Im Gesundheitssektor können effiziente Maßnahmen überlebenswichtig sein. Intelligente Lösungen, die bei der Patientenversorgung helfen, oder Apps, die Ärzte bei dem Erstellen von Diagnosen unterstützen, sind nur zwei von vielen effektiven Maßnahmen, die ein Krankenhaus zu einem Smart Hospital machen. Die Universitätsmedizin Essen (UME) hat den Prozess bereits begonnen, ein solches Smart Hospital zu werden.
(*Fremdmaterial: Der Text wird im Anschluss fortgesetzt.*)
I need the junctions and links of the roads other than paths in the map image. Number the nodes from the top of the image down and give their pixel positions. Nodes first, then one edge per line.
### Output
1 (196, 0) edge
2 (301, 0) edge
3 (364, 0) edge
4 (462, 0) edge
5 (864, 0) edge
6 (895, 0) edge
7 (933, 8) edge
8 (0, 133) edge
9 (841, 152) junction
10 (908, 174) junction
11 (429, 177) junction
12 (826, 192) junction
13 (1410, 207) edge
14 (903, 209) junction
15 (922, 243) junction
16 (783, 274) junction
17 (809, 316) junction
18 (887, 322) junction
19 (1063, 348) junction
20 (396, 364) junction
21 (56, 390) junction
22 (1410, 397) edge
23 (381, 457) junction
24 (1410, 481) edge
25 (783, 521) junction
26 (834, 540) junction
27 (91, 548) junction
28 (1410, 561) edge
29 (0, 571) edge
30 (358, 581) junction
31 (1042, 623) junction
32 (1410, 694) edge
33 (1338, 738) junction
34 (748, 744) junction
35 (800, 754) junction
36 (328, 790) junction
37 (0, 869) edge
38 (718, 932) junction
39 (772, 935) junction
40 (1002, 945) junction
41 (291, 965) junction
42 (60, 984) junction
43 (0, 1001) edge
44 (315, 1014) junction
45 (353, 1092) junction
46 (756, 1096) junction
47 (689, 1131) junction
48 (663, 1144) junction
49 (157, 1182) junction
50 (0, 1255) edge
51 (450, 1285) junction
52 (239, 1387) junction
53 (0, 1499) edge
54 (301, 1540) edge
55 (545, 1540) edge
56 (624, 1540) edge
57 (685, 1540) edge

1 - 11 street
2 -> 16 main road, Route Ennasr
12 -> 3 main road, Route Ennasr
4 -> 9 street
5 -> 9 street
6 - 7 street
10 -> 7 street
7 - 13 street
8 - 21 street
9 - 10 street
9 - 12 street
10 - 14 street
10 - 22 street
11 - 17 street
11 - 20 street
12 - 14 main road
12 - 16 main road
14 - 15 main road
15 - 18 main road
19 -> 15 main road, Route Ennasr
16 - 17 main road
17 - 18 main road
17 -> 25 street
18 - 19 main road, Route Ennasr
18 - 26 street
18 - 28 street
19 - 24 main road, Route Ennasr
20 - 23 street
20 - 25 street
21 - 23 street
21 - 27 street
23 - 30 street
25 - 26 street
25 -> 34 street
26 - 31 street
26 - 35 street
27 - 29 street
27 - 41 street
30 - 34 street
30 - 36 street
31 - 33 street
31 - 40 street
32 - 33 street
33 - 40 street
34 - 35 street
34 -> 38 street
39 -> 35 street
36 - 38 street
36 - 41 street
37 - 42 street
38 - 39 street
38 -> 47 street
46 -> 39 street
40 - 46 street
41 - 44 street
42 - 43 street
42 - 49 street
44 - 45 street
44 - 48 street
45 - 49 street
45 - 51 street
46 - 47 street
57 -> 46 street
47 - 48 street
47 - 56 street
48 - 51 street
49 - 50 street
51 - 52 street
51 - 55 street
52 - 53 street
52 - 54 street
Die Digitalisierung ist eine Kernaufgabe im Gesundheitssektor und stellt gleichzeitig eine der größten Herausforderungen der kommenden Jahre dar. Bund und Länder haben sich zusammengetan und mit dem Krankenhauszukunftsgesetz und stellen für die digitale Transformation deutscher Krankenhäuser 4,3 Milliarden Euro für zur Verfügung. Nun sind die Krankenhäuser in der Pflicht diese Gelder, in den jeweiligen Fördertatbeständen zielgerichtet und innerhalb der herausfordernden Zeitvorgaben umzusetzen. Drei wichtige Entwicklungsschritte dafür sind die Digitalisierung der Notaufnahme, die Bereitstellung eines Patientenportals oder die Cybersicherheit.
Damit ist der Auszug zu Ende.